満州に於いて生起した数多の会戦に参加した将兵らにすれば、まさに金科玉条といってもいいほどの戦訓だった。
そしてその火力の原動力の一つが、かの有名な三十五式三十糎列車砲である。
しかしながら列車砲には根本的な問題があった。
「列車砲は鉄路の上しか進めない」ことである。
これを憂慮した陸軍省参謀局は、牽引式の30.5cm砲こそ新たなる戦争において必要であると結論づけた。
それ故に陸軍省は総力を挙げて兵部省を説き伏せ、新型火砲開発の予算獲得に成功。

陸軍省は遂に開発を開始した。
牽引砲なれど、重量的に馬匹牽引が不可能であろう事を考慮した陸軍省兵器局は、牽引車、弾薬輸送車、そして砲弾の運搬、給弾等に使用する起重車等の研究開発も進められるにいたった…

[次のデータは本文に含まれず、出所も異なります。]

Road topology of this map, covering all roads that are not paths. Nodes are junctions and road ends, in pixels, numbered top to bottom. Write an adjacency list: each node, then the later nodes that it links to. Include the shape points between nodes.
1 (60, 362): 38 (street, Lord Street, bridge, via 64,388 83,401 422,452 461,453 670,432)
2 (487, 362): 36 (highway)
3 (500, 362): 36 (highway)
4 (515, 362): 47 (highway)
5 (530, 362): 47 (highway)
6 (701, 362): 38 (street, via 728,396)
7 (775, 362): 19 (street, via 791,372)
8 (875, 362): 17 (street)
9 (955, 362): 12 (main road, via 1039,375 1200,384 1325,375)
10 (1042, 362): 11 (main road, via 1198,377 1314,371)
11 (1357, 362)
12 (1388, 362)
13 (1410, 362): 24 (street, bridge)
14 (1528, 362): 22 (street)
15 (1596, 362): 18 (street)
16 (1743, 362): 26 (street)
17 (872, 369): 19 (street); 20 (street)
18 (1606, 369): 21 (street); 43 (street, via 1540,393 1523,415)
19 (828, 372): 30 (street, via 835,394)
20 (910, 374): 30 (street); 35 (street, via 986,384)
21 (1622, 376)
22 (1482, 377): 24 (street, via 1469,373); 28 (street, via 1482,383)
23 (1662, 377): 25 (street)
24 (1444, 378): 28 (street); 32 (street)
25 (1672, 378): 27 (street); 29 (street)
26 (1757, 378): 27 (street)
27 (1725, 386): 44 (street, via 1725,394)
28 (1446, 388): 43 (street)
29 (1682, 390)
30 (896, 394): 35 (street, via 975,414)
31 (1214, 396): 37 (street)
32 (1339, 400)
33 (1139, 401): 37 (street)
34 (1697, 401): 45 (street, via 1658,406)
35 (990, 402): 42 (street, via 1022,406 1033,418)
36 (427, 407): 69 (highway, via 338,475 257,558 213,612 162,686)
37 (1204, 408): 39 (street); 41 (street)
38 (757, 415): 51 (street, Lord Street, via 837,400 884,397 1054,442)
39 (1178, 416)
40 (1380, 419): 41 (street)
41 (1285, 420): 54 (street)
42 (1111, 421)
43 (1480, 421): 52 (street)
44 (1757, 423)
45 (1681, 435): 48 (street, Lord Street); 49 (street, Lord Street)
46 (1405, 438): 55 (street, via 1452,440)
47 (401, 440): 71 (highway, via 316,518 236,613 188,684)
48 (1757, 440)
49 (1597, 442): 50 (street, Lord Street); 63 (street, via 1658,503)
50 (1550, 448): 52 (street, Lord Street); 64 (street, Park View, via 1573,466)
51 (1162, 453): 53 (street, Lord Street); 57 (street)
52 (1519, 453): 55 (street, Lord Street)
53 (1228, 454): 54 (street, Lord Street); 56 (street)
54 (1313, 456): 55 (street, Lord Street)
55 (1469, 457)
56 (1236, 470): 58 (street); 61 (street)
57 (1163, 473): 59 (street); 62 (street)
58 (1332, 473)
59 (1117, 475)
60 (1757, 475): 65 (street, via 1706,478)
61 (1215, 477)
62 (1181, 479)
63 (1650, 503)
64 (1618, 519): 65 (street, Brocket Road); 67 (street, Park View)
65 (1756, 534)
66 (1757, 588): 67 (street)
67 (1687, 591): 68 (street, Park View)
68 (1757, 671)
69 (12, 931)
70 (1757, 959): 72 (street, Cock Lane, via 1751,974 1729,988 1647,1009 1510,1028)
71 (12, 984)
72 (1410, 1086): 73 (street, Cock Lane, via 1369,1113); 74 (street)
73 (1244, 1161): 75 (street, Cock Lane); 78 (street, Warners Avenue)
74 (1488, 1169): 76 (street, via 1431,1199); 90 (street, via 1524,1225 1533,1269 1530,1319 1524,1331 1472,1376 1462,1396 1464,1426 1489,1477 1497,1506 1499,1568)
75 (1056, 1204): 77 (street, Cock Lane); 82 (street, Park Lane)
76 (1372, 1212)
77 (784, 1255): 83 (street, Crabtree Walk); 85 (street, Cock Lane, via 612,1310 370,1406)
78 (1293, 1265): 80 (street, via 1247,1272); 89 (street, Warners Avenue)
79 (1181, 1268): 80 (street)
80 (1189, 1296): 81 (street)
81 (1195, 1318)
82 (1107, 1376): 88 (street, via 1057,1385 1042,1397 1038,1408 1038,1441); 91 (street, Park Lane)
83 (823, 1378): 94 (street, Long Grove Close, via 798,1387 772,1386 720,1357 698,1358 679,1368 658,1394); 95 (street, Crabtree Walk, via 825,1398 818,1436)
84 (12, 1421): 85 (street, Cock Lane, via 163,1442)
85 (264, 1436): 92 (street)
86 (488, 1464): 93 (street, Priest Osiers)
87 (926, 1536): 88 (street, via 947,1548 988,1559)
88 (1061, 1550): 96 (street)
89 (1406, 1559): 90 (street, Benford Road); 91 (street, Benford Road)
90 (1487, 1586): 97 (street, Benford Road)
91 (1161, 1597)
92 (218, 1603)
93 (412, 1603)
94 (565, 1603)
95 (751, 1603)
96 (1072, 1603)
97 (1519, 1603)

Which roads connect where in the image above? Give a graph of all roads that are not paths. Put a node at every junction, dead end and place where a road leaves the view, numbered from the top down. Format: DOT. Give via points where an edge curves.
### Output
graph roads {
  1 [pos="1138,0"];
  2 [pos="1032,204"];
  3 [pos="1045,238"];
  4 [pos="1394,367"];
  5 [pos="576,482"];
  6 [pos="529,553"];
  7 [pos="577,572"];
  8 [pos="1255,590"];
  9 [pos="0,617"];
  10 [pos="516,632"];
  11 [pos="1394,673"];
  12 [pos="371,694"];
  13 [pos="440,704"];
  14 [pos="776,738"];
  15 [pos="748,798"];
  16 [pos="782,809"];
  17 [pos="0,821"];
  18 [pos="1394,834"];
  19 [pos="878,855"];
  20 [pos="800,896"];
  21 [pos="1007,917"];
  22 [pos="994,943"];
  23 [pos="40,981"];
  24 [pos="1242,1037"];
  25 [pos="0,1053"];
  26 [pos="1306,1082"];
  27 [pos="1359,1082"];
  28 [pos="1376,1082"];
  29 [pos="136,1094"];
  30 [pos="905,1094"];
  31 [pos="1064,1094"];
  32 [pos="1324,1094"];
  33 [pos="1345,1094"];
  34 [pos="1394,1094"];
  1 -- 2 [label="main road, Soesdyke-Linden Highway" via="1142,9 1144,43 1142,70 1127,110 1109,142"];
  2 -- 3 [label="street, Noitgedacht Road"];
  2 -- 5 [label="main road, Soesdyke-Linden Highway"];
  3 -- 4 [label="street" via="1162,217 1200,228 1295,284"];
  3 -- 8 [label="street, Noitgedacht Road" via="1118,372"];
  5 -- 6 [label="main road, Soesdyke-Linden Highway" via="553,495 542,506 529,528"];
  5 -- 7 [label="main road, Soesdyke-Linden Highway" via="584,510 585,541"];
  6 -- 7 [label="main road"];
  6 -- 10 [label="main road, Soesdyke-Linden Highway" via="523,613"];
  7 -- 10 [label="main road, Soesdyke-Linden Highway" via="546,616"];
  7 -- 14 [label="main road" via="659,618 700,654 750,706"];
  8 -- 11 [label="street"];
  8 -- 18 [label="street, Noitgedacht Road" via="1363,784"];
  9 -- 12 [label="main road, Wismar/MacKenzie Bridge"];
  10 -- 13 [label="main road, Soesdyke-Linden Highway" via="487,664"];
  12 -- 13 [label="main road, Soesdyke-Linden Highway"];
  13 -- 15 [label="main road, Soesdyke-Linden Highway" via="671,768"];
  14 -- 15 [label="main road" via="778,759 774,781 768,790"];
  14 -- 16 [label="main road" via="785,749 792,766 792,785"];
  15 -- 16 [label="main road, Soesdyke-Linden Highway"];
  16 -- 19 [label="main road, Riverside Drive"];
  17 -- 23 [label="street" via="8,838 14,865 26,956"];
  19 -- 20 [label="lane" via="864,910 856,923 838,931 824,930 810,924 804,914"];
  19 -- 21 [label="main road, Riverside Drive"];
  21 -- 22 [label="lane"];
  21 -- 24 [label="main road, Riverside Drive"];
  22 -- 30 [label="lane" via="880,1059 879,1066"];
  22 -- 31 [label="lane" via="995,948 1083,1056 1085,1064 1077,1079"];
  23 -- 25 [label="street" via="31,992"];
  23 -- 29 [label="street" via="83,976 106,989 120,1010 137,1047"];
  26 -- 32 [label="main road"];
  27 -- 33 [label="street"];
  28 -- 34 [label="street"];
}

そしてできあがったのは、総重量30トン超の試製30糎榴弾砲、履帯装甲車(日露で現地作成され投入されたテクニカル馬車の着想を受けて開発されていた)向けの100馬力級エンジンを2発載せた試製18噸牽引車、400kg近い重量を持つ12インチ榴弾を運搬する試製30糎砲弾輸送車、もし牽引車が泥濘や窪み等に陥った場合でも引き上げうる能力を持った試製起重車など。

性能的に、有用であったことは事実ではある。
しかし路上で運用するには砲システムが大きすぎ、いささか使いづらいことがあったのも事実であった。
使い勝手の点でいえば、同時期に開発されたもう少し手軽な口径の榴弾砲のほうが上ではあった。
実際、英国も同様の12インチ榴弾砲は開発したものの、こちらは牽引砲ではなく組み立て式の攻城砲としてであった。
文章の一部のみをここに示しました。